EU carbon costs drive up electrical energy and gasoline costs – watts with that?

Reposted by NOT MANY PEOPLE KNOW THAT

March 23, 2021

By Paul Homewood

A good analysis from Timera on how EU carbon pricing policy has driven both natural gas and electricity prices higher this year. Of course, this has a negative effect here.

CO2 fuel gas, electricity and LNG prices higher

European gas prices are determined by the competitive dynamics between gas and coal-fired power plants. As a result, the 80% increase in carbon EUA prices since November 20th is pulling the European gas curves upwards. The prices for European electricity and Asian LNG are following the example as they are anchored by TTF. (Gas futures market).

With rising carbon prices, coal-fired power plants are becoming less competitive compared to combined cycle power plants. This supports the production of gas, increases gas demand and puts upward pressure on hub prices.

Switching levels at which tranches of coal-fired power plants displace gas are a key driver of TTF price dynamics. Switching levels, however, are a moving target. As coal and carbon prices increased in 2021, conversion levels also increase.

In today’s article, we examine the effects of rising carbon prices on conversion levels and gas prices. We also set out why TTF will become more sensitive to rising carbon prices in 2021.

What’s wrong with carbon prices?

Carbon prices have soared over the past year. EUA prices are up 190% from the Covid low (last March), 80% since last November and more than 30% this year. Around 42 € / t are currently being traded.
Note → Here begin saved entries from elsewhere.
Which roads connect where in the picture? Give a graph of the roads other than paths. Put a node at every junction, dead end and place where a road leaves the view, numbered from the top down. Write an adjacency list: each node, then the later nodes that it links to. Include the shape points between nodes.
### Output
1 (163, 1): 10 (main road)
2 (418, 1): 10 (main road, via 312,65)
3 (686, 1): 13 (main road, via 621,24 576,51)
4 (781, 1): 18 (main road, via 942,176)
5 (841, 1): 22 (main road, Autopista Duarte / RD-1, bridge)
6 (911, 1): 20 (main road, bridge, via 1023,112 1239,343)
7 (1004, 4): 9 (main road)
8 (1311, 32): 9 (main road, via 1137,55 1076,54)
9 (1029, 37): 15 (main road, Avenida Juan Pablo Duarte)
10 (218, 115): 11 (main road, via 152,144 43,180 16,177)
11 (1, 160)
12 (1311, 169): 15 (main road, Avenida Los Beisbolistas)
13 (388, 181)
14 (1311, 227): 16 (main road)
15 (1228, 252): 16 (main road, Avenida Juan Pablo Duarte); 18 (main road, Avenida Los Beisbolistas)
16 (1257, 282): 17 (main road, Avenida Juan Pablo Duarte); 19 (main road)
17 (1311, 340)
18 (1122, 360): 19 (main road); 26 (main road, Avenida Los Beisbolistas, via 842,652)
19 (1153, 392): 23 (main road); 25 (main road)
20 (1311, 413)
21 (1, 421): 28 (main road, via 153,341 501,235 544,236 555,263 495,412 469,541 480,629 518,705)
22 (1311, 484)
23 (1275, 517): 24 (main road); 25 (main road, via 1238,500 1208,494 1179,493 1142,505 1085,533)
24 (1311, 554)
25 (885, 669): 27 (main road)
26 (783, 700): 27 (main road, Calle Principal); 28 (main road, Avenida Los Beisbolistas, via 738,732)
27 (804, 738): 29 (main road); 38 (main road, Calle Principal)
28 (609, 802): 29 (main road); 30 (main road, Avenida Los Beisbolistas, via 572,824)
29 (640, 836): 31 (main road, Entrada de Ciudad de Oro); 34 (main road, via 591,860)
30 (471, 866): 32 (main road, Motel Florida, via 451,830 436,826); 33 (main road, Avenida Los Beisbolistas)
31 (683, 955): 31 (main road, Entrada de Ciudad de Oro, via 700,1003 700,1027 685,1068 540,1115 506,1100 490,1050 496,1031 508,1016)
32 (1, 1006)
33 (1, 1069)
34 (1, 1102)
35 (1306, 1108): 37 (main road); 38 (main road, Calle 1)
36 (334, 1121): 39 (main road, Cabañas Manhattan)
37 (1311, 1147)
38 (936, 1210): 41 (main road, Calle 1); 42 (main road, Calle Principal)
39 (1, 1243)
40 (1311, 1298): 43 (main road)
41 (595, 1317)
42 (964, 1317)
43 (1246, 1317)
Rising prices are a market reaction to a concerted push by the EU to accelerate emissions reductions. This was reflected in the increase in the emissions target for 2030 to 55% (compared to 1990) in the fourth quarter of 2020 as well as in the ongoing discussions about a further increase in the reduction.

Part of the rise in EUA prices is due to an increase in demand from non-compliance companies, loosely known as “speculative buyers”. This includes, for example, the compliance demand of funds and financial institutions (e.g. electricity producers) in order to sell at a profit at rising prices in phase 4 (2021-30).

There is also evidence that compliance buyers (e.g. European utilities) are buying EUAs on a forward basis in an attempt to generate positive margins on coal and lignite assets.

Despite the current momentum behind carbon prices, sustained increases are not a one-way street. Rising carbon prices are driving coal and lignite power plant generation margins into negative territory, which is likely to prompt producers to unwind EUA hedges. There is also potential headwinds from UK buyers reducing EUA positions once the UK ETS offers a viable alternative.

Regardless of whether they go up or down, carbon prices have a significant impact on European gas prices (and thus also on electricity prices).

The increasing influence of carbon prices and the dynamics of lignite switchover can be seen in Figure 2, which shows the TTF forward curve (i) at the beginning of January 2021 versus (ii) at the end of February 2021 versus (iii) last week.

Finally, let’s look at European electricity prices. Carbon works in two ways to raise electricity prices. Gas, coal and lignite power plants go through the EUA costs directly when setting the marginal electricity prices. With GKKT dominating the setting of electricity prices across Europe, the impact of carbon on gas prices is also an increasingly important secondary factor driving electricity prices up.